◆ **RECORD EXTRACTS**

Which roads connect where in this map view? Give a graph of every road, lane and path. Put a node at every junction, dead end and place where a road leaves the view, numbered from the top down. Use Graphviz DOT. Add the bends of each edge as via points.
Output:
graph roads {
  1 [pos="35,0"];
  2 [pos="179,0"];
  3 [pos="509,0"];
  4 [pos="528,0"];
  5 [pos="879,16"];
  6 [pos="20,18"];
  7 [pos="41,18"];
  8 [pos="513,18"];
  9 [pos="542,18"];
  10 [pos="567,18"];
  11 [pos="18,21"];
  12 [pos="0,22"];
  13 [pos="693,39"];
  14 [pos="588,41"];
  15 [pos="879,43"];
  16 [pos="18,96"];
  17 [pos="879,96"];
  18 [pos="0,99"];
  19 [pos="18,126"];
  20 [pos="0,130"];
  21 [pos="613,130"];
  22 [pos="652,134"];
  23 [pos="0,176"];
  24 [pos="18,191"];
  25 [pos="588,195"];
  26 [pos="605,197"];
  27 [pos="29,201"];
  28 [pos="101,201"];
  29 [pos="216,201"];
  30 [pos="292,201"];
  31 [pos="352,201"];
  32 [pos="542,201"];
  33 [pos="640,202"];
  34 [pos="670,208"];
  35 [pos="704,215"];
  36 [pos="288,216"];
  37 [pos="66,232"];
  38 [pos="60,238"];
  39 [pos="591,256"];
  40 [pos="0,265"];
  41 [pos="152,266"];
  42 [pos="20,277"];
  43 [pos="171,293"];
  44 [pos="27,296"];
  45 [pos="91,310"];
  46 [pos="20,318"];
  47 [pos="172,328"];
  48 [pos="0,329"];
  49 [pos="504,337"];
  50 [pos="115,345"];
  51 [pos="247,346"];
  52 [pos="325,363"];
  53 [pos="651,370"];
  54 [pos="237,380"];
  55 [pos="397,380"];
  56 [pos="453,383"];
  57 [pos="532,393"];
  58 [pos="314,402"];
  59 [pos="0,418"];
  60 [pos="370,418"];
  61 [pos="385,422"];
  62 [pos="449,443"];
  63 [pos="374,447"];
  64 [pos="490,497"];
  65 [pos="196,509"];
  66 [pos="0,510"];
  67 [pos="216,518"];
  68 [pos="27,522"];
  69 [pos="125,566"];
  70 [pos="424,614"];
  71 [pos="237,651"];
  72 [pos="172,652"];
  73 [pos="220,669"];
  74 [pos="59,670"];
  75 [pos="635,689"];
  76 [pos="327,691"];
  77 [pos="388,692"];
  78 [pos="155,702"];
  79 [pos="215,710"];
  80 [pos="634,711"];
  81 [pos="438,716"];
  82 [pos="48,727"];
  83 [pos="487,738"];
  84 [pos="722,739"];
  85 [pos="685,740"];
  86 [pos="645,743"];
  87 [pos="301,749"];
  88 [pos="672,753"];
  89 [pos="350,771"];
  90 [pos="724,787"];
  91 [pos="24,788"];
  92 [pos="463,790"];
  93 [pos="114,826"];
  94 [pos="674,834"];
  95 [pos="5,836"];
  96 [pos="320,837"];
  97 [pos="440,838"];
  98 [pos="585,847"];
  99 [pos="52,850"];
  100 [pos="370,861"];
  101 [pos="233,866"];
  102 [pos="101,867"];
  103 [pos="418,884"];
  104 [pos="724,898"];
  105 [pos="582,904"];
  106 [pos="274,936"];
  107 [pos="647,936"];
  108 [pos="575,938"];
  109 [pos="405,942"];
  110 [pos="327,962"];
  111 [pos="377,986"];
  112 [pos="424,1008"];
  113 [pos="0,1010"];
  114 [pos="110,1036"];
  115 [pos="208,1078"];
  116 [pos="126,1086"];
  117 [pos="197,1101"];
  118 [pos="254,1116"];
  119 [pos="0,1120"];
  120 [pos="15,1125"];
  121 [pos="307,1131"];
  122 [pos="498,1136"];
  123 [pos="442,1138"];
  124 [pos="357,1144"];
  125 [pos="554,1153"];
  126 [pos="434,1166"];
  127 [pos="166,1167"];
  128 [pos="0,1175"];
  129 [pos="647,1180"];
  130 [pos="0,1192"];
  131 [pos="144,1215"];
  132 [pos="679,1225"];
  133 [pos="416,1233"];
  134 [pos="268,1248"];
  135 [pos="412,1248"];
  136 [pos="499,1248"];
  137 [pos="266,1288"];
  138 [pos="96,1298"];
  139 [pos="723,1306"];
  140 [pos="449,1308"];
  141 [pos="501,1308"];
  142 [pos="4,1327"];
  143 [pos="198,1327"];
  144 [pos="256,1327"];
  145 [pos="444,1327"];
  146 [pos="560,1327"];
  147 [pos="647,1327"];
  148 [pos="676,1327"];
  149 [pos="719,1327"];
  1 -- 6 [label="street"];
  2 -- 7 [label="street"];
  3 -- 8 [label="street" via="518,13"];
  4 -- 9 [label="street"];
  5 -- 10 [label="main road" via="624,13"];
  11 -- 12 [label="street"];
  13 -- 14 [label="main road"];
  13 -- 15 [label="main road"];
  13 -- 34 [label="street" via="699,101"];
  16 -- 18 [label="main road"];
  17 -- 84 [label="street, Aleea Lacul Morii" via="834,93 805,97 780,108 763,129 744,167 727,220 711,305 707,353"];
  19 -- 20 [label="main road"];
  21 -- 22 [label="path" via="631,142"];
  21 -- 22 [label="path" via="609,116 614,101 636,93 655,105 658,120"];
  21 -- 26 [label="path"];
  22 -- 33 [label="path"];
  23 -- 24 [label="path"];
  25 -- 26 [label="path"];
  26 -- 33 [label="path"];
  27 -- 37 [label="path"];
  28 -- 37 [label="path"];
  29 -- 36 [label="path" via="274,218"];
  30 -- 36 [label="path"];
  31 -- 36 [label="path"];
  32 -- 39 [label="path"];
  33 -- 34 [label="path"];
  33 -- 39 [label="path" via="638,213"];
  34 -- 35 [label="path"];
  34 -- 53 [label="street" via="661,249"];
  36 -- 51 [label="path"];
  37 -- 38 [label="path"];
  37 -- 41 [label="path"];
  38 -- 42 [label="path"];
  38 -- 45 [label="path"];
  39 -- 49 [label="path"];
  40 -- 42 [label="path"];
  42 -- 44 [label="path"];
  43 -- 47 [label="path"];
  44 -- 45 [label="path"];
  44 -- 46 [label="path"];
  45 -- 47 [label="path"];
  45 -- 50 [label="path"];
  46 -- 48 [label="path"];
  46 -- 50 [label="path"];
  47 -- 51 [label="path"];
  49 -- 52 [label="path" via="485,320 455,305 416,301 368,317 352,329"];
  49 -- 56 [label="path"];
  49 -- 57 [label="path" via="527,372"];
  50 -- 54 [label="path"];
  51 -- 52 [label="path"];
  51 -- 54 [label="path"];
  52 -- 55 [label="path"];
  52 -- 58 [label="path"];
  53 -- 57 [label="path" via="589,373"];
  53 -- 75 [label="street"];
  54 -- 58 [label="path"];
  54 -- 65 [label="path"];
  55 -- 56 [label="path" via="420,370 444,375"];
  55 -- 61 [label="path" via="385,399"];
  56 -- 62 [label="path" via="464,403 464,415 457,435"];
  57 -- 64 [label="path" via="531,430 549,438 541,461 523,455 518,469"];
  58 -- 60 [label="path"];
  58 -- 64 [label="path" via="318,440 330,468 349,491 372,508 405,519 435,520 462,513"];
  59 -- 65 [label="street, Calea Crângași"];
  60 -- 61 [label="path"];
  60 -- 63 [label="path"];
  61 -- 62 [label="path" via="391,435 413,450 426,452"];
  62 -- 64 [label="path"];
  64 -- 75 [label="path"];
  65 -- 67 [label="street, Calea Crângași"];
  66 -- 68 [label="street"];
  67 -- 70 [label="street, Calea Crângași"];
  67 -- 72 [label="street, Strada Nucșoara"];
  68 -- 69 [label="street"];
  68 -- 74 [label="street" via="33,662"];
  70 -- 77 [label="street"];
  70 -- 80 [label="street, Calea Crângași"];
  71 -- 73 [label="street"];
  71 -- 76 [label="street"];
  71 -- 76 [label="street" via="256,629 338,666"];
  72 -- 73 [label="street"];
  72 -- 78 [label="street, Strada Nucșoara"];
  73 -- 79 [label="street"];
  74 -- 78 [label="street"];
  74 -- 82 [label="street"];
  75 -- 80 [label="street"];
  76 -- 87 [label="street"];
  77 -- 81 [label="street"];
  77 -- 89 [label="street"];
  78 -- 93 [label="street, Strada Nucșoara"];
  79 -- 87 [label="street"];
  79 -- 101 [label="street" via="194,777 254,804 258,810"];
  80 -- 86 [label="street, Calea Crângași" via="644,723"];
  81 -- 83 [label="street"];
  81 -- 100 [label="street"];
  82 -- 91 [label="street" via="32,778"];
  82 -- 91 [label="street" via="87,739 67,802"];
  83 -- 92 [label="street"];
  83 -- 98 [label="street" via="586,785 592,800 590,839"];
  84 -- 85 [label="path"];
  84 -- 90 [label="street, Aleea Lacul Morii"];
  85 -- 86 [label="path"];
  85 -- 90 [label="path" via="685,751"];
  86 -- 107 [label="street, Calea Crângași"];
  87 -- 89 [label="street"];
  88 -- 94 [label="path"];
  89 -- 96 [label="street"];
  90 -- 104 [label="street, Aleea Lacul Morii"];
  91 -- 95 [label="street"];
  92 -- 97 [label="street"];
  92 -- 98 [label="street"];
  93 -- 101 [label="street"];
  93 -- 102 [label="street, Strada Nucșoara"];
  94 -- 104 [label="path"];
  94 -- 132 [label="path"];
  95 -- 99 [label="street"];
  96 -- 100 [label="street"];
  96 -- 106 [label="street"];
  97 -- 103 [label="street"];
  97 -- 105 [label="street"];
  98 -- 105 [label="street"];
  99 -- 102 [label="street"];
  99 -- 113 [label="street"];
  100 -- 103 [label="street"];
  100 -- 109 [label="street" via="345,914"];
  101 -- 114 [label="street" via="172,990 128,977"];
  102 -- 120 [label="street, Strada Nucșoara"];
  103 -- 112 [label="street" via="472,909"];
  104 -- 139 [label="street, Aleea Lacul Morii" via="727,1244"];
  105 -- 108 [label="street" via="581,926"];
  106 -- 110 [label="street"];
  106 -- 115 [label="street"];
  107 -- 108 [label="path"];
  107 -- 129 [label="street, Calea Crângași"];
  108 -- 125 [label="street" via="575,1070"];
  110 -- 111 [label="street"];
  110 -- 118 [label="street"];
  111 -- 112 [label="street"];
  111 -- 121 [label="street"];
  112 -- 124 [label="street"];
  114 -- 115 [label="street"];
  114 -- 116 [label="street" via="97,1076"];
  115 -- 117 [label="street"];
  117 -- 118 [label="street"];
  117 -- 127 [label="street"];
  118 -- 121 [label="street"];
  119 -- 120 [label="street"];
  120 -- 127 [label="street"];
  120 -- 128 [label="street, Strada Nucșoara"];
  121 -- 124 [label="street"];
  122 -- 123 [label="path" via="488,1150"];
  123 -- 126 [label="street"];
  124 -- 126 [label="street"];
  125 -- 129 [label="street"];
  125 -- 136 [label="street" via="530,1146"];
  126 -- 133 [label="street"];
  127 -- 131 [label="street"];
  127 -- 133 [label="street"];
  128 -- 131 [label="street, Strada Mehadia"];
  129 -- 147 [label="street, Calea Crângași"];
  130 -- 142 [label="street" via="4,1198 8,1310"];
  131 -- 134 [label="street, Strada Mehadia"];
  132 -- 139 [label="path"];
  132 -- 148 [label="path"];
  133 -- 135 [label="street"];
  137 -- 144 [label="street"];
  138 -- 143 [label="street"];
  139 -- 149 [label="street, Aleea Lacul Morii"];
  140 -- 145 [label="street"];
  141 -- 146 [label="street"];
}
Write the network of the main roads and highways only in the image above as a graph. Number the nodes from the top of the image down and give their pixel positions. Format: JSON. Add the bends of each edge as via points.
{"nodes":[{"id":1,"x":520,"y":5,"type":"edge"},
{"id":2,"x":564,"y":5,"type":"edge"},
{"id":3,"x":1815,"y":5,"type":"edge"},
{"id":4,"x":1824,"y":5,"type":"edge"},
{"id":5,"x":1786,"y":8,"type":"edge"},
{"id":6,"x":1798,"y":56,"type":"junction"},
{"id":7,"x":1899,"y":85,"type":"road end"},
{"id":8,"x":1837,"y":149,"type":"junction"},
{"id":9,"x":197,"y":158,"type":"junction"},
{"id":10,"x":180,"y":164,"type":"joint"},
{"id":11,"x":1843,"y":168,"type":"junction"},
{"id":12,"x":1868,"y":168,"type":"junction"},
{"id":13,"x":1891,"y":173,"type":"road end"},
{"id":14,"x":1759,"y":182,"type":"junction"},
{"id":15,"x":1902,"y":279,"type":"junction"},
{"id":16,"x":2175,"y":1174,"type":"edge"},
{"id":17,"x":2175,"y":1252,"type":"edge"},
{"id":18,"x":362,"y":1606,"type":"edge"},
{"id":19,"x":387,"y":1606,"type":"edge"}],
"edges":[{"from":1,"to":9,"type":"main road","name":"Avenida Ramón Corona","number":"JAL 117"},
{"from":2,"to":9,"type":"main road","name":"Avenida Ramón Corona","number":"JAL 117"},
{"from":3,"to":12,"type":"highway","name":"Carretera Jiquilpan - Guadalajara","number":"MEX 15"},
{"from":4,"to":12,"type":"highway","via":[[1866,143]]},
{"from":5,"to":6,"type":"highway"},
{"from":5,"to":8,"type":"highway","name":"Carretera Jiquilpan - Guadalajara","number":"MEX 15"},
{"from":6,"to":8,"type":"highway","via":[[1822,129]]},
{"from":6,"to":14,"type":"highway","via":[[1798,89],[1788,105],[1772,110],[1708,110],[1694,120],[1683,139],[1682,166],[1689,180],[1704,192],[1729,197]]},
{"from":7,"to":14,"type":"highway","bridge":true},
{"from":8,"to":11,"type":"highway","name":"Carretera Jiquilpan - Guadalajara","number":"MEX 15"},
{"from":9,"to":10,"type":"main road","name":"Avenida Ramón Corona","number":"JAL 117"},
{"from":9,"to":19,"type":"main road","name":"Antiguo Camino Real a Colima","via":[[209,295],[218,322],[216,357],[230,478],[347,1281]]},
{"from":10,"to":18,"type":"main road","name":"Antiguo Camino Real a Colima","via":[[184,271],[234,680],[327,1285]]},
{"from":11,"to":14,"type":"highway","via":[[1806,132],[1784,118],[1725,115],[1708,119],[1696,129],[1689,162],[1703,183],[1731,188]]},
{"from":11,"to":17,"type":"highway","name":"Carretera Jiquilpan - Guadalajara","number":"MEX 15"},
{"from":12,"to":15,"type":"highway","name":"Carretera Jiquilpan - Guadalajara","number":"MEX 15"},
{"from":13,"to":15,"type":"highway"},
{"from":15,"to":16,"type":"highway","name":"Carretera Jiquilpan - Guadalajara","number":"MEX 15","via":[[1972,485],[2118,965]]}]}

◆ **PROBLEM REQUIREMENTS**
Copy all lines above where "Calea" is present.

◆ **OUTPUT**
  59 -- 65 [label="street, Calea Crângași"];
  65 -- 67 [label="street, Calea Crângași"];
  67 -- 70 [label="street, Calea Crângași"];
  70 -- 80 [label="street, Calea Crângași"];
  80 -- 86 [label="street, Calea Crângași" via="644,723"];
  86 -- 107 [label="street, Calea Crângași"];
  107 -- 129 [label="street, Calea Crângași"];
  129 -- 147 [label="street, Calea Crângași"];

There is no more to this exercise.